The timing of the Cenozoic mammal radiation has been controversial for some time. This 2017 paper, by Liu et al in PNAS, seeks to reconcile fossil evidence with molecular clock data. The authors conclude that "the KPg catastrophe evidently played a limited role in placental diversification, which, instead, was likely a delayed response to the slightly earlier radiation of angiosperms."

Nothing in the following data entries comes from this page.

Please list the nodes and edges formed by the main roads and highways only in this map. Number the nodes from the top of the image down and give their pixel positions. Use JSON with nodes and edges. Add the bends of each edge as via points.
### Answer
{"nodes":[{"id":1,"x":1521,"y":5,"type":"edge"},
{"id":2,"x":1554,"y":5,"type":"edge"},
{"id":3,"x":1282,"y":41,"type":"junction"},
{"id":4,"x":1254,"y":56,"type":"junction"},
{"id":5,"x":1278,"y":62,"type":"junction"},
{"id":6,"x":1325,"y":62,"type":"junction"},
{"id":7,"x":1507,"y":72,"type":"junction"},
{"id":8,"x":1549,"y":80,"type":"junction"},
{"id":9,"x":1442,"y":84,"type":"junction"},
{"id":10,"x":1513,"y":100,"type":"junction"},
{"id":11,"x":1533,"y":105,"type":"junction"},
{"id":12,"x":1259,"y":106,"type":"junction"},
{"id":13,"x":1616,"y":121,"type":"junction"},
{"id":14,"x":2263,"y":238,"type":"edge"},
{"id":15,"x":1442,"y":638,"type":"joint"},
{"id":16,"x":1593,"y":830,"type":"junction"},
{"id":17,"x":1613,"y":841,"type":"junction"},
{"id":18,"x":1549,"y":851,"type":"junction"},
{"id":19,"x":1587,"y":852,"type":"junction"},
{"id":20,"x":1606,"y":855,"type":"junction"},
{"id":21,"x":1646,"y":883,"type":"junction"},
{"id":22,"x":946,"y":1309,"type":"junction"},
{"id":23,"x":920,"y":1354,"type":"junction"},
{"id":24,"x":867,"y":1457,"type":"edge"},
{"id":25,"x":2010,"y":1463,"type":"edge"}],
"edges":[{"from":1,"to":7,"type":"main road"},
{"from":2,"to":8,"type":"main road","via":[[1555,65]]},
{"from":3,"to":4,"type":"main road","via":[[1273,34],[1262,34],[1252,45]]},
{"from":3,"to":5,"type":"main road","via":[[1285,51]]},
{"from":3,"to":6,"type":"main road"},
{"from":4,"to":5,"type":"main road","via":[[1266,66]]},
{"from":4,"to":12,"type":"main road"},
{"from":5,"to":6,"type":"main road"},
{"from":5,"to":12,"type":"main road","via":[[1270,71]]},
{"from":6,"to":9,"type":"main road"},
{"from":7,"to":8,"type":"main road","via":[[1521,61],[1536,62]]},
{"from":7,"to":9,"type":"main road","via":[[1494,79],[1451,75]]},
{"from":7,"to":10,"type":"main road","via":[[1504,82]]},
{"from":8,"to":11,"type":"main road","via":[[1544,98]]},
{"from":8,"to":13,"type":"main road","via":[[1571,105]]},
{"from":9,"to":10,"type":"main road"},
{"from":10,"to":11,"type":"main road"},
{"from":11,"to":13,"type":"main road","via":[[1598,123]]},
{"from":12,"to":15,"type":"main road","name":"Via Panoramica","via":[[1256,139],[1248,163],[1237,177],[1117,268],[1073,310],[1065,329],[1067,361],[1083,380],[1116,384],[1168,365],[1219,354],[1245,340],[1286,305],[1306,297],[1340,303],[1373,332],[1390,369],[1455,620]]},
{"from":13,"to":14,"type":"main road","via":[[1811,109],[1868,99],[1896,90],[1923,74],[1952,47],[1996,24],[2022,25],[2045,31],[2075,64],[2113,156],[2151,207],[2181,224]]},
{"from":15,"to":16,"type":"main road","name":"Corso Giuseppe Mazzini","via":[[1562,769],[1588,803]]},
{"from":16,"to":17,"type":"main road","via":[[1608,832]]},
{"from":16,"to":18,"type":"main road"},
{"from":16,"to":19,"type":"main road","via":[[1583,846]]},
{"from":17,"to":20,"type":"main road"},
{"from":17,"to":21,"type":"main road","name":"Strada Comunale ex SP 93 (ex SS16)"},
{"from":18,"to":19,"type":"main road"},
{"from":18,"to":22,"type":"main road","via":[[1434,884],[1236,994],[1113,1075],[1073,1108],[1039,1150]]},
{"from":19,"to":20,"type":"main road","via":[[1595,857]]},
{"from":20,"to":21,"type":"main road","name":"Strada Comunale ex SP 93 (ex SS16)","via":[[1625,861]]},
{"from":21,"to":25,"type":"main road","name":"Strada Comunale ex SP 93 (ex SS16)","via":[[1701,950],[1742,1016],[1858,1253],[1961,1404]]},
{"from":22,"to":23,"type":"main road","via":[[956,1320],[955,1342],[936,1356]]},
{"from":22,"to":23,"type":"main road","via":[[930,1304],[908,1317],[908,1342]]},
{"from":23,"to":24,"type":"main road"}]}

Here is the full Abstract.
The timing of the diversification of placental mammals relative to the Cretaceous–Paleogene (KPg) boundary mass extinction remains highly controversial. In particular, there have been seemingly irreconcilable differences in the dating of the early placental radiation not only between fossil-based and molecular datasets but also among molecular datasets. To help resolve this discrepancy, we performed genome-scale analyses using 4,388 loci from 90 taxa, including representatives of all extant placental orders and transcriptome data from flying lemurs (Dermoptera) and pangolins (Pholidota). Depending on the gene partitioning scheme, molecular clock model, and genic deviation from molecular clock assumptions, extensive sensitivity analyses recovered widely varying diversification scenarios for placental mammals from a given gene set, ranging from a deep Cretaceous origin and diversification to a scenario spanning the KPg boundary, suggesting that the use of suboptimal molecular clock markers and methodologies is a major cause of controversies regarding placental diversification timing. We demonstrate that reconciliation between molecular and paleontological estimates of placental divergence times can be achieved using the appropriate clock model and gene partitioning scheme while accounting for the degree to which individual genes violate molecular clock assumptions. A birth-death-shift analysis suggests that placental mammals underwent a continuous radiation across the KPg boundary without apparent interruption by the mass extinction, paralleling a genus-level radiation of multituberculates and ecomorphological diversification of both multituberculates and therians. These findings suggest that the KPg catastrophe evidently played a limited role in placental diversification, which, instead, was likely a delayed response to the slightly earlier radiation of angiosperms.

I doubt this settles the matter and would expect the debate to continue for some time. That's how science works: small, careful steps; multiple approaches; careful validation, or refutation by different teams; all based on observation and evidence.